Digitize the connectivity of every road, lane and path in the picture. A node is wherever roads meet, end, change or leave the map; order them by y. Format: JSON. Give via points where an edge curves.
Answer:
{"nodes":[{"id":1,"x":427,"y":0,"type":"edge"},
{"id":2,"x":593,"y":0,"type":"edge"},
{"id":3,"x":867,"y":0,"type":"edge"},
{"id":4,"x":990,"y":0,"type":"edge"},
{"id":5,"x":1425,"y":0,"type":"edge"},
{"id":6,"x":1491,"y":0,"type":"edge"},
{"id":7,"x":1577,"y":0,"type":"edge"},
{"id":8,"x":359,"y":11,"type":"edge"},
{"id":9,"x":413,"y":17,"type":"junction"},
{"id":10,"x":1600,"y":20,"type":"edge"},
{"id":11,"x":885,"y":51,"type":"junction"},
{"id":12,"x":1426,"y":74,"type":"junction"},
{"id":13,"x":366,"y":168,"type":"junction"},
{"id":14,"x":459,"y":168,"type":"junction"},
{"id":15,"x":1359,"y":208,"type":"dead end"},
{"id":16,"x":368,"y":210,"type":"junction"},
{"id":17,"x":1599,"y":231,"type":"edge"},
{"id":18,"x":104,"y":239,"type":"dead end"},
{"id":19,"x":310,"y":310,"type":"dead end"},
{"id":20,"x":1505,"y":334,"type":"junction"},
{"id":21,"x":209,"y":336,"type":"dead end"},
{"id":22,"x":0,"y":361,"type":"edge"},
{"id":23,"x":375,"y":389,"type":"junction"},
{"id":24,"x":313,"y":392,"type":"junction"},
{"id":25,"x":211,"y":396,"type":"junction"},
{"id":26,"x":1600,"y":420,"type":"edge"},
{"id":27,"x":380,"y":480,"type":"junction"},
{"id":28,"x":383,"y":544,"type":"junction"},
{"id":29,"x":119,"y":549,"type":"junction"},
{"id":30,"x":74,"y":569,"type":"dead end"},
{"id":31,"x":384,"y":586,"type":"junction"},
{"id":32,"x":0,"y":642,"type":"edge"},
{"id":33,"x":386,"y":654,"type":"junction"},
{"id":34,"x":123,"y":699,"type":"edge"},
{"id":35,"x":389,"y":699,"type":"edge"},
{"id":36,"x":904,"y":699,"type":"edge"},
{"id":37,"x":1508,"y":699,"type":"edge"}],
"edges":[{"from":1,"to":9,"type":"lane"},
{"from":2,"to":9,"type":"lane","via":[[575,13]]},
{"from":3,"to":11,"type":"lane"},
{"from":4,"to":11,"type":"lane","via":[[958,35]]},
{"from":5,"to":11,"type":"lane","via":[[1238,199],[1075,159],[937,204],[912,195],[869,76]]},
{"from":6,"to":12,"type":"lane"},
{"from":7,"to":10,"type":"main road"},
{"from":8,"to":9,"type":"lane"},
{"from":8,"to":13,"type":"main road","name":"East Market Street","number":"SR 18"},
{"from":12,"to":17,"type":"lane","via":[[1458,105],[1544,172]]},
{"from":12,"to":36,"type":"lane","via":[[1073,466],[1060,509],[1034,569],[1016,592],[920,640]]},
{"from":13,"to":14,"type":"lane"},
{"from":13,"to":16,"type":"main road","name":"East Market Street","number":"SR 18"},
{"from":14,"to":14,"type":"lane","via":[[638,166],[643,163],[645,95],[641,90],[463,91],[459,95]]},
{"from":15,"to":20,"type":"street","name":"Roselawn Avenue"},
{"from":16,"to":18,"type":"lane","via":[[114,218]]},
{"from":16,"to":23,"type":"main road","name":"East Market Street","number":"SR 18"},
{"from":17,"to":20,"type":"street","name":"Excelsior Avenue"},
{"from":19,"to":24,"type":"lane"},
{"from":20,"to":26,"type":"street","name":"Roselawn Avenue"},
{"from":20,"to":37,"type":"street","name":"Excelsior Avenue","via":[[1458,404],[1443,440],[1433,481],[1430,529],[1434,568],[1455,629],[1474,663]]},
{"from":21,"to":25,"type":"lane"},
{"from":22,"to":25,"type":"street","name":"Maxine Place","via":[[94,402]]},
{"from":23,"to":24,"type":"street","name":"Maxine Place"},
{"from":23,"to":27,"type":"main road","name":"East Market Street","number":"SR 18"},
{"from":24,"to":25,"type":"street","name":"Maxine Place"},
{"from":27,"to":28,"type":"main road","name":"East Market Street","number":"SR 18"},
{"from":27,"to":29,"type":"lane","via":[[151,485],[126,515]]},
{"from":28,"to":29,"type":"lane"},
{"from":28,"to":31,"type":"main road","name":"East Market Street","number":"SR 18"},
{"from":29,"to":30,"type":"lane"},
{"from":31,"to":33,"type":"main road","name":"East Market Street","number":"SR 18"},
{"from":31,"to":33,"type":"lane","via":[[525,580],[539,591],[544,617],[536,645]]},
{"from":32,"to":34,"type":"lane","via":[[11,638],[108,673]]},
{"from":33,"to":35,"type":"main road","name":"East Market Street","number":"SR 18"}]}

...

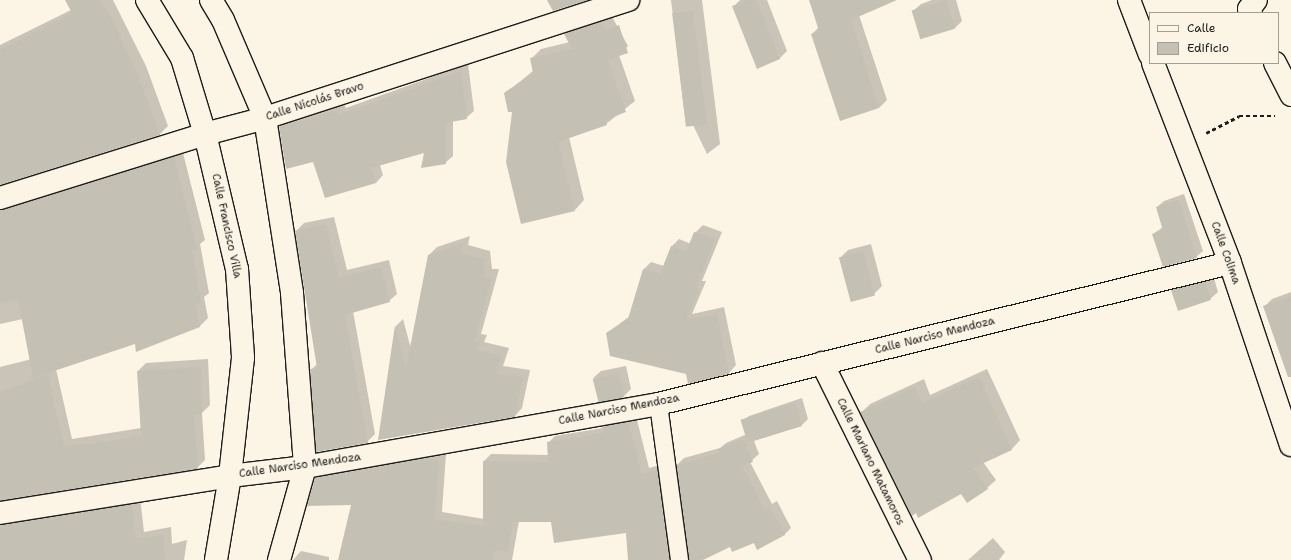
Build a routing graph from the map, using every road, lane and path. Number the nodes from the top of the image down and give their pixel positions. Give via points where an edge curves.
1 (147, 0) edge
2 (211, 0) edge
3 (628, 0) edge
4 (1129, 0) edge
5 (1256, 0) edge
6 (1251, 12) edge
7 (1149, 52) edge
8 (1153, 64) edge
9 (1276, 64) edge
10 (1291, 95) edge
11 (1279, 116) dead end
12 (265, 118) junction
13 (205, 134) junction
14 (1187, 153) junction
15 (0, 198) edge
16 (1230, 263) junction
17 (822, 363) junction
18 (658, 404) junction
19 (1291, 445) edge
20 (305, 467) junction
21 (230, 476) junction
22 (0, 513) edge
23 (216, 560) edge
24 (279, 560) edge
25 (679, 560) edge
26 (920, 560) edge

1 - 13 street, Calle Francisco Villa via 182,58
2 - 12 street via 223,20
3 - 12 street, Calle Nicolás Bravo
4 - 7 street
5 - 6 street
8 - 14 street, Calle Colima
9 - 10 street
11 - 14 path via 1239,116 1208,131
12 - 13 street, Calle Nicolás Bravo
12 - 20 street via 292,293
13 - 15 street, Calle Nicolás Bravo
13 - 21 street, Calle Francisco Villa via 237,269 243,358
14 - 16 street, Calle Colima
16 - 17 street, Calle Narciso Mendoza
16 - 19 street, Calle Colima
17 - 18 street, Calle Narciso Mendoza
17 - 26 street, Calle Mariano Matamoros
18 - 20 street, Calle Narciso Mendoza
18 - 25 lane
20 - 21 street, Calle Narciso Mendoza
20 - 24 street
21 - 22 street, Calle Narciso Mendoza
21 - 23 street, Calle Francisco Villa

#### Your instructions:
Work through the records above and count the lines that hold the string "where". Please give only that figure.

#### Written answer:
2